> What you will do
Lines in the data below that contain the word "joint" are to be copied.

> Stored items
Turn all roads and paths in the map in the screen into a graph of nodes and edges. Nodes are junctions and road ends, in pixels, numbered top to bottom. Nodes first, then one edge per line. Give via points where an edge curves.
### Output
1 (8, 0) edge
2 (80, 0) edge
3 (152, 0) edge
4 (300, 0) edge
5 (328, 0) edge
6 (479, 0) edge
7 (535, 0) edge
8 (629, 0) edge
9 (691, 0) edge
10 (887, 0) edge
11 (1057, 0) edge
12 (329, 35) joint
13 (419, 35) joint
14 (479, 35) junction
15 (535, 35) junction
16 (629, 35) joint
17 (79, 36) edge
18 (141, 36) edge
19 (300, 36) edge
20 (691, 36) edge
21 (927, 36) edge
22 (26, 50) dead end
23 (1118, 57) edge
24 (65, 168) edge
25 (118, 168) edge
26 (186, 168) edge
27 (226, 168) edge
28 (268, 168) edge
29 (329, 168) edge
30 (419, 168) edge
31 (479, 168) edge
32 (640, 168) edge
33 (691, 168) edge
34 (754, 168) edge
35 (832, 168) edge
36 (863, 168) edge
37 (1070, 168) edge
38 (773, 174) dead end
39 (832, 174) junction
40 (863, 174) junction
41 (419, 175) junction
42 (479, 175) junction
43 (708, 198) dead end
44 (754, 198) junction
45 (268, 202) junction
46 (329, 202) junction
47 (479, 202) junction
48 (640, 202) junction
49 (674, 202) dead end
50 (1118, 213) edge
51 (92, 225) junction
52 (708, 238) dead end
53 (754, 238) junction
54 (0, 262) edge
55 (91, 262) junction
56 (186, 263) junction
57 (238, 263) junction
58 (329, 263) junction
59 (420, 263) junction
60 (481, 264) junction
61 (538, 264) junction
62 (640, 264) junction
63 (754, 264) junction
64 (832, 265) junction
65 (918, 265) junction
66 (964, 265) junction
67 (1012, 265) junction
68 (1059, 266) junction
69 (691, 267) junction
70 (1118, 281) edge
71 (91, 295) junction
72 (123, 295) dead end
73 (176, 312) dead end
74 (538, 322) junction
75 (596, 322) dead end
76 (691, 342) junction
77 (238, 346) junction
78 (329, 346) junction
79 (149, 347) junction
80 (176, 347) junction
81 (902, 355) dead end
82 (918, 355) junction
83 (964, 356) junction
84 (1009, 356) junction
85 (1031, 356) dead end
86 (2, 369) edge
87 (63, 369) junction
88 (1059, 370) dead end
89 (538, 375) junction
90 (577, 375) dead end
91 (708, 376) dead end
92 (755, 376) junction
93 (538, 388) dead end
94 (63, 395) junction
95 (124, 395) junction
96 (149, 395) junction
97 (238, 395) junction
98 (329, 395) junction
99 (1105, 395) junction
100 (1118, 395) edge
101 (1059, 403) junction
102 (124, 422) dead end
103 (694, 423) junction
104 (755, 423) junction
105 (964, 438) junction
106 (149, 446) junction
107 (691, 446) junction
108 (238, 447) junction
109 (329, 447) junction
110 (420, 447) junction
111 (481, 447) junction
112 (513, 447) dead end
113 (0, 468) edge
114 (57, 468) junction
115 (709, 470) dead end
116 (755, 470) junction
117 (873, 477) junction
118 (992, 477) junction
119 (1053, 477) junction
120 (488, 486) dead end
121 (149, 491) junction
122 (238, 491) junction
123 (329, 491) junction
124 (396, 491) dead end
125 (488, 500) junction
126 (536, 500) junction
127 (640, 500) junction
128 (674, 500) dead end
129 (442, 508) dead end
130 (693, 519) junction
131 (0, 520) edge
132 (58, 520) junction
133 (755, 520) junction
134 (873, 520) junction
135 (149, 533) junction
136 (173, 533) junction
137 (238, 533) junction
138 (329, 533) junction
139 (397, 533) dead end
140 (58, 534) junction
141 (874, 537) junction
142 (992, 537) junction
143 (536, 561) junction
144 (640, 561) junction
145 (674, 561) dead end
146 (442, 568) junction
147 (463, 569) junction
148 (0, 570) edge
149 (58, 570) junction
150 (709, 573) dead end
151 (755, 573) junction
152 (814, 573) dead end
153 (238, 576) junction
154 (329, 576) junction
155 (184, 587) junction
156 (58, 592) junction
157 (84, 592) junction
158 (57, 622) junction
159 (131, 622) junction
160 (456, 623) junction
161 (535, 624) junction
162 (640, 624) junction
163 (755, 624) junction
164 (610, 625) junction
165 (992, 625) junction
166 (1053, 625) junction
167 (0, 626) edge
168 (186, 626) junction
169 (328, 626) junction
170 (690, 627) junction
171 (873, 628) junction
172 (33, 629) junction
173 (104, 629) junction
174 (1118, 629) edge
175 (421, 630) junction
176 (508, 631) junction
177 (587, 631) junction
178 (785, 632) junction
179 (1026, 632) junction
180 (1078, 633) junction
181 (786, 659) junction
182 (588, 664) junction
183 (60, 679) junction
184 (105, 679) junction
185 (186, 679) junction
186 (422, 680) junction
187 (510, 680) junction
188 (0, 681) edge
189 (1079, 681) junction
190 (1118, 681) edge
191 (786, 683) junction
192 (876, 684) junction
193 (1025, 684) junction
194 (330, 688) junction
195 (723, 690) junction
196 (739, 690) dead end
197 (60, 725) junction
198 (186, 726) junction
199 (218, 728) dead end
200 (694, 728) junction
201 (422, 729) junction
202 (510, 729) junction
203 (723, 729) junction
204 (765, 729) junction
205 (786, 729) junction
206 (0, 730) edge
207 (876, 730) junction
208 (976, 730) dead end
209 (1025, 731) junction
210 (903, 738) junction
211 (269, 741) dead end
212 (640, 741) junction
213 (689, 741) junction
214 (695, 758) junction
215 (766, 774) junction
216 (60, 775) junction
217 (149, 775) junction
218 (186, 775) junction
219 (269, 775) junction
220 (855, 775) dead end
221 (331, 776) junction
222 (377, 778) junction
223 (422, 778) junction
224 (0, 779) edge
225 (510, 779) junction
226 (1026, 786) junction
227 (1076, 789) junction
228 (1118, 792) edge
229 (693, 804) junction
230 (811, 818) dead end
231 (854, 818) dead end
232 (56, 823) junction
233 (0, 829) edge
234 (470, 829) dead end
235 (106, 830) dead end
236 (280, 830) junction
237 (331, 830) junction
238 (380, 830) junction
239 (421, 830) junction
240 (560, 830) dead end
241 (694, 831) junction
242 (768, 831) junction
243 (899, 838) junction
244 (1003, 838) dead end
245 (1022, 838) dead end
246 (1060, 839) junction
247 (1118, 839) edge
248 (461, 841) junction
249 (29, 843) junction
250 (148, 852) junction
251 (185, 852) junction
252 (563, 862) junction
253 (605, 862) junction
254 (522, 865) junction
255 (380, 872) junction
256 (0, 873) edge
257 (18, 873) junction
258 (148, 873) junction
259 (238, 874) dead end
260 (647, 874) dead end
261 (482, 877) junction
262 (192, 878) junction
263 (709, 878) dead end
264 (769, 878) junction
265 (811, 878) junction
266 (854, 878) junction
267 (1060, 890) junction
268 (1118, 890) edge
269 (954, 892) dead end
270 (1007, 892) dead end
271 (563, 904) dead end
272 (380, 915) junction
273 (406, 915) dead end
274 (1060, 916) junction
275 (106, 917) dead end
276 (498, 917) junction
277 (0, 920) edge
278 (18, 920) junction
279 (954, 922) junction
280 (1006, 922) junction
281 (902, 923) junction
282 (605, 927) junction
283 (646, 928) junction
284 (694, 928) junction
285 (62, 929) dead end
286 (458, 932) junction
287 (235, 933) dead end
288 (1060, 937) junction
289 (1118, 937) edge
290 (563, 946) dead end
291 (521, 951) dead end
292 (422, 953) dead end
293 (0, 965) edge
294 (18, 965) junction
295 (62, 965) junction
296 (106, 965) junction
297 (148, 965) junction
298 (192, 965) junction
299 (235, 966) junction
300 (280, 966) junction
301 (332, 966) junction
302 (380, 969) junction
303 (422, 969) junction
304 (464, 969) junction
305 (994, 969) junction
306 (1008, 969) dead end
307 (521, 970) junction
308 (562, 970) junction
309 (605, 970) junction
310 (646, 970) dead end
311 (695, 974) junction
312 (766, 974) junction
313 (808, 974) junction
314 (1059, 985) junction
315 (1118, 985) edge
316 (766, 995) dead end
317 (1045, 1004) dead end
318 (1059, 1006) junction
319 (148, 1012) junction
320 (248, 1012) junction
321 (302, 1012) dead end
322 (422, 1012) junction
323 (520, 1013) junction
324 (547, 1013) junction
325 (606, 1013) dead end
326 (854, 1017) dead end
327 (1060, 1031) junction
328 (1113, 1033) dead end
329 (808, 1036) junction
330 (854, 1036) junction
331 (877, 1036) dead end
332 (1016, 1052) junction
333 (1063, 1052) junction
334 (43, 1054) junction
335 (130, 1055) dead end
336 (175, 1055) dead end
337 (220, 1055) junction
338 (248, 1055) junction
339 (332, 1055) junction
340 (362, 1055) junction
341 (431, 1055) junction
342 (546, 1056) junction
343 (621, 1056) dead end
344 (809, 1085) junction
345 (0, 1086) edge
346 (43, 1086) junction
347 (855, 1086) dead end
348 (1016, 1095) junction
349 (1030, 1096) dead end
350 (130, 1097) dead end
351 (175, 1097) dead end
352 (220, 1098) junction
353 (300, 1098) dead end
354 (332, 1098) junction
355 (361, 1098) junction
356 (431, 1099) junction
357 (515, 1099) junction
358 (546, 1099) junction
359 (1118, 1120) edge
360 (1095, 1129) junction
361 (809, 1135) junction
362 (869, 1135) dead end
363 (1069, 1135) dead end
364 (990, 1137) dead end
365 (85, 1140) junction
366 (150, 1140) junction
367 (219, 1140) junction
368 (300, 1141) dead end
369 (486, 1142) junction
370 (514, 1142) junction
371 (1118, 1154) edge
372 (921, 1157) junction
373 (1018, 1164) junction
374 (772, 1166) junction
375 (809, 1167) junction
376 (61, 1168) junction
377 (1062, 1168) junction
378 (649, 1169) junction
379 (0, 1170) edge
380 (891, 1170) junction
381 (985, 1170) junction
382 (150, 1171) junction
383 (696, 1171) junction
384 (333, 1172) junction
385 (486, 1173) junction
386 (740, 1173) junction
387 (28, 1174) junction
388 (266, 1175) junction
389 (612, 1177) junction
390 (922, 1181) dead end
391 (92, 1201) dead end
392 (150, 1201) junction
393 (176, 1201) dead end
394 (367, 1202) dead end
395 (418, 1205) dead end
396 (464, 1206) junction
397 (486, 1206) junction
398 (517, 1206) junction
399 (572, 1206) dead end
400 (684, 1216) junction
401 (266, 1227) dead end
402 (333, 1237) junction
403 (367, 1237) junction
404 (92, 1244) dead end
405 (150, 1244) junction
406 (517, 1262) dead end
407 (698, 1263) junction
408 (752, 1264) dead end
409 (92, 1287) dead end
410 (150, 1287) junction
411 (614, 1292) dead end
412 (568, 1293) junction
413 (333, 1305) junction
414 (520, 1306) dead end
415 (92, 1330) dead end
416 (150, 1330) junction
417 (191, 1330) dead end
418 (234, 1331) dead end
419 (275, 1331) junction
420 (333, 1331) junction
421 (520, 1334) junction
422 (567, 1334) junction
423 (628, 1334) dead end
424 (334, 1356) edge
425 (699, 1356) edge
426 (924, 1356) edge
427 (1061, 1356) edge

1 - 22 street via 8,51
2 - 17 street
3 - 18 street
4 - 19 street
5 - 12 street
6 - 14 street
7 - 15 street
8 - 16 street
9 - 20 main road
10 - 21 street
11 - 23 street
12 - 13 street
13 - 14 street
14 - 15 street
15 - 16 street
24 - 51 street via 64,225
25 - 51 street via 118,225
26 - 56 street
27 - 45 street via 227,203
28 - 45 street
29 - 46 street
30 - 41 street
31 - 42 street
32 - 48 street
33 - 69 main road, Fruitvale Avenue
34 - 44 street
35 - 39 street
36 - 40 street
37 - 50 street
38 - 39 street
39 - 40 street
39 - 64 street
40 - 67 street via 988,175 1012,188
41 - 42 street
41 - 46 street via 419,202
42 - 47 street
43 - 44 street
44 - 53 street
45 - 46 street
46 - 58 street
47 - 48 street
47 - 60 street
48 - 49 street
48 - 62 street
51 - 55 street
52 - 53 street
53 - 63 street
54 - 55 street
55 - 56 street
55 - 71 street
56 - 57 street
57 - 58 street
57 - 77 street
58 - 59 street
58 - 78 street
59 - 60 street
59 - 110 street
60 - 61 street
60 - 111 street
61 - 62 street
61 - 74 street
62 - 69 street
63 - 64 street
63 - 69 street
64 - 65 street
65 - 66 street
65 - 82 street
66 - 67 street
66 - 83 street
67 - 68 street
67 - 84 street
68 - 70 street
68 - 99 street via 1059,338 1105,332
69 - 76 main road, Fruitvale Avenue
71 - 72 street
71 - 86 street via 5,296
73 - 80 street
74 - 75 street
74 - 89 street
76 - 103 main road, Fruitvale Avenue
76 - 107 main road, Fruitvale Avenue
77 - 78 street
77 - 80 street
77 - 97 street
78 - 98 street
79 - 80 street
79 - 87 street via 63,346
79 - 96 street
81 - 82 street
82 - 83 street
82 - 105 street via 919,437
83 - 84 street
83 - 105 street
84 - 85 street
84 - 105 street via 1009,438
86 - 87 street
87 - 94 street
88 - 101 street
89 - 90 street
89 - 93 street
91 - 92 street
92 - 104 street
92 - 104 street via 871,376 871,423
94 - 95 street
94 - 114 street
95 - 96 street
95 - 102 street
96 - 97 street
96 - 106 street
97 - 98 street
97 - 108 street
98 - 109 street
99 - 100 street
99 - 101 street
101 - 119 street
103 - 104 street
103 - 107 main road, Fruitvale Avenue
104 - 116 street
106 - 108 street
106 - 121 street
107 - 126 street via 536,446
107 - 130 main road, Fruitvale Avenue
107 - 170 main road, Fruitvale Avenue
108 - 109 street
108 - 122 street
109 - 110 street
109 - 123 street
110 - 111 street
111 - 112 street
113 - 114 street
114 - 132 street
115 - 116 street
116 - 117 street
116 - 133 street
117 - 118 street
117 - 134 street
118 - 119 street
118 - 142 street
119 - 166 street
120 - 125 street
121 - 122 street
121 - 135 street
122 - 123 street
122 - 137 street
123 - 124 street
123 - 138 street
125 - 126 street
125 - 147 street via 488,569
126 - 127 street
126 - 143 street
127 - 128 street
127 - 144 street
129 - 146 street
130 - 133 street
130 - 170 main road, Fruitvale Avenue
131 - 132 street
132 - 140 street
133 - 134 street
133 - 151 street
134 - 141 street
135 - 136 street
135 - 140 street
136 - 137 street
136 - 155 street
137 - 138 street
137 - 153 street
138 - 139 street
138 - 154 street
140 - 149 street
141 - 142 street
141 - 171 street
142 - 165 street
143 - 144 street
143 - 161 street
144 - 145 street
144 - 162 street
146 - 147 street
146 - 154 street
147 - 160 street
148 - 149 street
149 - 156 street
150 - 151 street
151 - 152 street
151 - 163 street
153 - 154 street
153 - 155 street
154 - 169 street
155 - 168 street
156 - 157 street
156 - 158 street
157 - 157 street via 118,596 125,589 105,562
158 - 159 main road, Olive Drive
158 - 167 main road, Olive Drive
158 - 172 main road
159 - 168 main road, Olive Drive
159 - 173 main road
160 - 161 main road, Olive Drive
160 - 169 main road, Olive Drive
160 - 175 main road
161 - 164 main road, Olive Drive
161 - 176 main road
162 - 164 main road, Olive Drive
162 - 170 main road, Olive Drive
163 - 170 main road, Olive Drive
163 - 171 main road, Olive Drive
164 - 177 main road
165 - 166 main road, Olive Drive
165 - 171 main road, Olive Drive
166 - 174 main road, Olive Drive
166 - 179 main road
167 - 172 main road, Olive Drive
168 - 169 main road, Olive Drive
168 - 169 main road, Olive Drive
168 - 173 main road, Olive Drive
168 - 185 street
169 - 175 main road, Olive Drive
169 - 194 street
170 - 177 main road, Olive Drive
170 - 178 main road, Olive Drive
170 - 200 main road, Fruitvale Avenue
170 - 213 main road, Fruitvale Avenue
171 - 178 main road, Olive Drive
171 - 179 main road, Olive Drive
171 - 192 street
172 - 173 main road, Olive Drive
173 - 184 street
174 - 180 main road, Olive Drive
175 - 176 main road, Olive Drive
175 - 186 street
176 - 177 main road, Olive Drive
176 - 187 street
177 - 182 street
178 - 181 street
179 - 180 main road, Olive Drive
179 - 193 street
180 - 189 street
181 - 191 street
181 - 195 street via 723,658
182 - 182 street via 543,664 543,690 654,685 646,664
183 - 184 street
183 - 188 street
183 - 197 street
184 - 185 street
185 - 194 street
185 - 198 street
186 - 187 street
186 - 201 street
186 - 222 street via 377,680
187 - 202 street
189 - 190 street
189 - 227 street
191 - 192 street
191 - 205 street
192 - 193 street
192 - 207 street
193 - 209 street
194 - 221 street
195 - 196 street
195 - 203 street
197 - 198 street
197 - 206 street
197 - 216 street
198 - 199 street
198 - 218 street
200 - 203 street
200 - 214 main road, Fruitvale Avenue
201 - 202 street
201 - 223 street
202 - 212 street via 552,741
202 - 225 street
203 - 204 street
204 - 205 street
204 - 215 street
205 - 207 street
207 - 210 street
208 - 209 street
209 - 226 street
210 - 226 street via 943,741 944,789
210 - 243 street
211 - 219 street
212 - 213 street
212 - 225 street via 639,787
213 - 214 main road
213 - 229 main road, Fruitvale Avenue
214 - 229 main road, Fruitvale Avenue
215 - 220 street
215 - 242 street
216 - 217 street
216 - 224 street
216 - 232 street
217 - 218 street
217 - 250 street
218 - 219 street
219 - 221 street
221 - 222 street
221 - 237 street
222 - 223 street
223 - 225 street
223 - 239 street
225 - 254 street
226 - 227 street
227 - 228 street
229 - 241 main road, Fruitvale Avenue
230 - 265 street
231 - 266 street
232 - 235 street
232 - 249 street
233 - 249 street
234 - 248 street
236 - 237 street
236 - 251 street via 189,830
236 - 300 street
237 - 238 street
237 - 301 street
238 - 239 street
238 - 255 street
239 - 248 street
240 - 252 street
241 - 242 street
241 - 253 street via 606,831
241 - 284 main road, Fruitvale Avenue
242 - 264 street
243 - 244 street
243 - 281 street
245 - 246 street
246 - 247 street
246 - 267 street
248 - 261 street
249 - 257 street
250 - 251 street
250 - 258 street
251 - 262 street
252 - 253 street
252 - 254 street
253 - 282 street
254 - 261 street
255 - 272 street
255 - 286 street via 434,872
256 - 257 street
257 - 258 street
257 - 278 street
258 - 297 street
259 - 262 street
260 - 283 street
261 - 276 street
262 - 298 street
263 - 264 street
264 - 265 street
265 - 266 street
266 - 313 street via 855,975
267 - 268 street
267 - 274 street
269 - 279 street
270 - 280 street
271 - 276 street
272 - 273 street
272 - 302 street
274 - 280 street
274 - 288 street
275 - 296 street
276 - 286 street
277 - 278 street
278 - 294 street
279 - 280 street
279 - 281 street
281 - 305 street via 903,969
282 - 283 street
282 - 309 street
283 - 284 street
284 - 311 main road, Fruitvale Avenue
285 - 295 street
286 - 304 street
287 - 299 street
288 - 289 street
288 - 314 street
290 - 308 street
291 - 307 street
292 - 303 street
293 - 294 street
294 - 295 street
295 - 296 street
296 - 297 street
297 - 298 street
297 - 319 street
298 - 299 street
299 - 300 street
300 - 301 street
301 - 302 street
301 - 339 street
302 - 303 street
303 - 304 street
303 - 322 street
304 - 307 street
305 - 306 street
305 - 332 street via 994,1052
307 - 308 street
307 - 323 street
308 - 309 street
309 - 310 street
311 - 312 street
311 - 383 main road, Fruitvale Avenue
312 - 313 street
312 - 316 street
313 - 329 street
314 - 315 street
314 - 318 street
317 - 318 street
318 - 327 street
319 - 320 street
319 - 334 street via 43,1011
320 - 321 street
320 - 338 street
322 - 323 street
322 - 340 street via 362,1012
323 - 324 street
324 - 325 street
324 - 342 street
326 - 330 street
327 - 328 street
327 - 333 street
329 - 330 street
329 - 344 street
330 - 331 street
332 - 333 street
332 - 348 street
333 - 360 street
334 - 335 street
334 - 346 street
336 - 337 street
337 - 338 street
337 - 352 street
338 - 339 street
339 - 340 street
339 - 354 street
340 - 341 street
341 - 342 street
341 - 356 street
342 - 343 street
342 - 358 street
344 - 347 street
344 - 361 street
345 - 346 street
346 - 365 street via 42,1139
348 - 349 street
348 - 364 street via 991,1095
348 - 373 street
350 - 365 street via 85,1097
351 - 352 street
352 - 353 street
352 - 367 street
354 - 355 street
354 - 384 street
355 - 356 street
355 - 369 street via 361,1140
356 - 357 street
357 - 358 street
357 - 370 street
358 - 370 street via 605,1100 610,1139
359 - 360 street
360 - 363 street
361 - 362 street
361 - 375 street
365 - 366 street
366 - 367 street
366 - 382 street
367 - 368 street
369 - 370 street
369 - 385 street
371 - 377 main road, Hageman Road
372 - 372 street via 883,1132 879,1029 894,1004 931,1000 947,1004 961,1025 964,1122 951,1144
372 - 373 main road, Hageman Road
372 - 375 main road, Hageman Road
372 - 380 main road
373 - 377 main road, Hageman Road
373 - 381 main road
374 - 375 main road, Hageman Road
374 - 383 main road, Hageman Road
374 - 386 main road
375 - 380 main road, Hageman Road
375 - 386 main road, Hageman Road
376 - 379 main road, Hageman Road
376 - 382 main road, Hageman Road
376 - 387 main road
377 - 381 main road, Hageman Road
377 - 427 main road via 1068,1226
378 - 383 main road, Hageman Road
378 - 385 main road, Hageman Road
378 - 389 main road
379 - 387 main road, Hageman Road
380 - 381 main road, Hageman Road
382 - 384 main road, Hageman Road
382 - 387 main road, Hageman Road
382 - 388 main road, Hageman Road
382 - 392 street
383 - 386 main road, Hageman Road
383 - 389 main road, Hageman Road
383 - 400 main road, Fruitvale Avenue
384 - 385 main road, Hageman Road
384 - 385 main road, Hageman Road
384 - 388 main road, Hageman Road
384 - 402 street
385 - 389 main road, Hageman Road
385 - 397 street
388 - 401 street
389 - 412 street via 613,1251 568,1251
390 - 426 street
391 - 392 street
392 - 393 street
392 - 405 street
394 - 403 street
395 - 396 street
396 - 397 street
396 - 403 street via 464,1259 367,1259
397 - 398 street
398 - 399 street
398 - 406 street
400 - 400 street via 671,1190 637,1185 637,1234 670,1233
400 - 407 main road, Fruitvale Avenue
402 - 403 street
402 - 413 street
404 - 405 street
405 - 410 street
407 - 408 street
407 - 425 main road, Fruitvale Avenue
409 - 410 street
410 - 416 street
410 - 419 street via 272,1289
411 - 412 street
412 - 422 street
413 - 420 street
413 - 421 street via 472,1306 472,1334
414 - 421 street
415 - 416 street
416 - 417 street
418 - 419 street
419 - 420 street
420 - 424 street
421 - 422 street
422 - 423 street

> Your solution
12 (329, 35) joint
13 (419, 35) joint
16 (629, 35) joint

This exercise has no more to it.